An update!
I went to the range yesterday, fully prepared:
* cleaned the gun and used a thinner oil, as I mentioned
* all mags were fresh clean, I also used DuPont teflon spray on them (not for lubrication per se, but preservation)
* done a lil' polish to the slide stop tip (as in
here) - nothing invasive, I took almost no metal
* took the factory recoil spring
* took a little ammo box to collect the malfunctioning rounds
* I even took a caliper
So, I went and shot 290 rounds, I counted (shot 4 boxes of 124gr, 1 box of 140gr and 1 of 150gr, all S&B).
Not one malfunction! I was happy like a child. And before that I could be skeptical because, well, 300 rounds may not be enough to jam the gun up. However, this time, I really felt the snappiness. What I mean by that is when I was closing the slide via the slide stop or by slingshotting it, I sometimes (especially later during the range visit) could feel it dragging. Like it wasn't snappy, it was sluggish + I sometimes could feel the round hitting the feed ramp and only then feel the second "click" of the action closing.
This time it was different. No matter if I pushed the slide or used the slingshot method, each time it was really snappy and fast. Same thing during shooting. Sometimes, during the recoil, I could feel a strange movement of the slide. Like it wasn't just back->forward movement, a quick one, it felt like the slide was "sliding" or "gliding" on its own timing. Hard to explain, I'd attribute it to a thicker oil. But to sum up, each time the action closed it was snappy. I had issues with it before when slingshotting (probably because I didn't take my fingers off the slide soon enough and I was riding it back for a tiny moment), but now no matter what I did - snappy (I'm repeating myself so much).
Anyway, aside from the mags and the different oil, nothing changed since my previous visit which had serious hangups after like 70-80 rounds.
I'm telling myself that this has to be the mags, but deep in my heart I feel that this is due to the oil. I really don't wanna entertain that thought, since if it is/was the oil, then I wasted time, energy and money just to fix something that could be done by going to the other room and grabbing a different can of oil. I think it could be just a combination of things that was necessary for my specific gun:
polishing the feed ramp, deep cleaning the mags, changing the oil I use. And probably each one of these helped on its own, as the gun got dirty during shooting, it wasn't enough. Now I did them all and even at the end of the trip, the gun pretty much felt the same as during the first shots.
Soo, I don't know. I think I could say that the issue is resolved.

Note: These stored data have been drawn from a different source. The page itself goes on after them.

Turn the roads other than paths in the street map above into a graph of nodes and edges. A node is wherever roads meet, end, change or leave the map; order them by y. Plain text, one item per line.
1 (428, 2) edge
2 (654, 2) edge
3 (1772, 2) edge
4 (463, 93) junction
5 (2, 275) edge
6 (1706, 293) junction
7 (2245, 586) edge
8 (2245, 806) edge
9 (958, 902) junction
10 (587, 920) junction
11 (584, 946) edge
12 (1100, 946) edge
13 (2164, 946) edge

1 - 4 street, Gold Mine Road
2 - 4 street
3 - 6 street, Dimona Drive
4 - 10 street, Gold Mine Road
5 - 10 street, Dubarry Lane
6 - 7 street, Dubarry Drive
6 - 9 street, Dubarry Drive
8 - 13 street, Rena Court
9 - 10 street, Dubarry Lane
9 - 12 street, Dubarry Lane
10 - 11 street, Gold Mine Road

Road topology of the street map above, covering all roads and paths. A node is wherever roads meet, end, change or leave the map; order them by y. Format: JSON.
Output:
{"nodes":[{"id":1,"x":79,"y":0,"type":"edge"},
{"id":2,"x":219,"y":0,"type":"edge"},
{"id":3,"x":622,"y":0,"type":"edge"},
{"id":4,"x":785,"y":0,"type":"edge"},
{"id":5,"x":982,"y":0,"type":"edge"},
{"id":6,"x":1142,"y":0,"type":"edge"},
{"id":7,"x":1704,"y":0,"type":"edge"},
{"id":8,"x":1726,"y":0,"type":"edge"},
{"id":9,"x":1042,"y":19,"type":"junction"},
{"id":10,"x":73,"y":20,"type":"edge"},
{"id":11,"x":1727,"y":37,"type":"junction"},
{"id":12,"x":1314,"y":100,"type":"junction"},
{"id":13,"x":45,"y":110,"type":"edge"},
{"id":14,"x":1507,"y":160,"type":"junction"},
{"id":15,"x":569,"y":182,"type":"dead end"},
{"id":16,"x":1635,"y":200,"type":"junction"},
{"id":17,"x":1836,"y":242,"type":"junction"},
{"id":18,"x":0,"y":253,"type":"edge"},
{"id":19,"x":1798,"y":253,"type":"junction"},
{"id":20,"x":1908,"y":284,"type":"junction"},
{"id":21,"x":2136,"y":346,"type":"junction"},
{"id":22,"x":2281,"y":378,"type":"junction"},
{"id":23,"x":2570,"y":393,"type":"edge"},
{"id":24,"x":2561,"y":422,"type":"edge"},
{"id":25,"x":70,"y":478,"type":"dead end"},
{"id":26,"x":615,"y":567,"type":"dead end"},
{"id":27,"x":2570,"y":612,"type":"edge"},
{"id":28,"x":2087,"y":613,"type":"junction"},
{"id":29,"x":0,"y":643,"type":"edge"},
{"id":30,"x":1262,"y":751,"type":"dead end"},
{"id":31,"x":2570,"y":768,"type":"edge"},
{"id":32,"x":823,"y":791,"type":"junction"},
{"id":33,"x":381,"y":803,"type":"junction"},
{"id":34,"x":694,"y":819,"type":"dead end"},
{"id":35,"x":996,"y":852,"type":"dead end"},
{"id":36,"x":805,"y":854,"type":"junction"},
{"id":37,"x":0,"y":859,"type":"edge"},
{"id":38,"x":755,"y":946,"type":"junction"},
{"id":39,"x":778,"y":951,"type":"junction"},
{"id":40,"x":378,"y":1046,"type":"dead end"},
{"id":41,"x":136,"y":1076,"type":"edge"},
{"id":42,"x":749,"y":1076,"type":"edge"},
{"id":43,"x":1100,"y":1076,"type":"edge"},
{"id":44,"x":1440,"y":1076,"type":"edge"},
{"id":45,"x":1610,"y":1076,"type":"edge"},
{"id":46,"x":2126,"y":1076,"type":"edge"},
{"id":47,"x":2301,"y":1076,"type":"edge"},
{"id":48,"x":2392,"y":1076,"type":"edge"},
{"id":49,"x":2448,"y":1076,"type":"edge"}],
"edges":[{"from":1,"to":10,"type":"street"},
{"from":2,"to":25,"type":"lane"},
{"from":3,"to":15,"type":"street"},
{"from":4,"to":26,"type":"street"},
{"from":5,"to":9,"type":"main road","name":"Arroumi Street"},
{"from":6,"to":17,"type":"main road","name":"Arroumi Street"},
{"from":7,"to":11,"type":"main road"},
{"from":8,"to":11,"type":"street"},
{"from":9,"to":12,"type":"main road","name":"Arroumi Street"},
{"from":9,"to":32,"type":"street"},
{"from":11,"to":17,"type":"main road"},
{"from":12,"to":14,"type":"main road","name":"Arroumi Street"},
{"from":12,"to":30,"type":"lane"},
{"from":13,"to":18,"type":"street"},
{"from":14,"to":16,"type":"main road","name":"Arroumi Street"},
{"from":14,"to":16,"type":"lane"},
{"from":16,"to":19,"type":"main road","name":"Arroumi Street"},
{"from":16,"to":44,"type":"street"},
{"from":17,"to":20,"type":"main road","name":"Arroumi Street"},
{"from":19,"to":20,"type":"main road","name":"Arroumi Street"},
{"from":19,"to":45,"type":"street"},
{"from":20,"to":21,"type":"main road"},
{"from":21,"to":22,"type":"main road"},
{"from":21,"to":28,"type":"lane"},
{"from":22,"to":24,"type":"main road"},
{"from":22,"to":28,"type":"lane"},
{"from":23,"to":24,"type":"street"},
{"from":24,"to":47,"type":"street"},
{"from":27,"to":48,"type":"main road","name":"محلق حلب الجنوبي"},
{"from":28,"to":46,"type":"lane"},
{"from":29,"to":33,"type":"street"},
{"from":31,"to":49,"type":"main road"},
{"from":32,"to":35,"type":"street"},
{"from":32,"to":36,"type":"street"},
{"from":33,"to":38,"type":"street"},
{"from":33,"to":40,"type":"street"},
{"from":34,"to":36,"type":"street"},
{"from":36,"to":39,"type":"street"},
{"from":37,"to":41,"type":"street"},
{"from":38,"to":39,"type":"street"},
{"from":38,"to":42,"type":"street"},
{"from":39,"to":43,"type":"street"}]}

I don't think I can provide an answer like "it was X" or "it was Y". I think that it was "X, Y and Z", but at least for now I attribute the most of it to the oil (really thin one, spray form).
One question: I shot 300 rounds, okay. As it was mentioned previously in this thread, the gun should be able to shoot more without cleaning. Not that I endorse this (I clean my guns after every range trip), but just to check if it's really "fixed" - should I maybe not clean the gun, leave it be and go to the range next week? I would just probably oil it before going out. This could prove that it wasn't just luck and the issue is gone. I thought about that because if I clean it, then the next range trip I'll also be tempted to shoot 300 rounds (my wallet burns) but if the result is the same, it's not that meaningful. But without cleaning it, each shot is a meaningful test, piling up on those 300 I've shot yesterday. And I could then come back and say: "hey, today I shot another 300, it's 600 without cleaning the gun and not one hangup!". What do you think?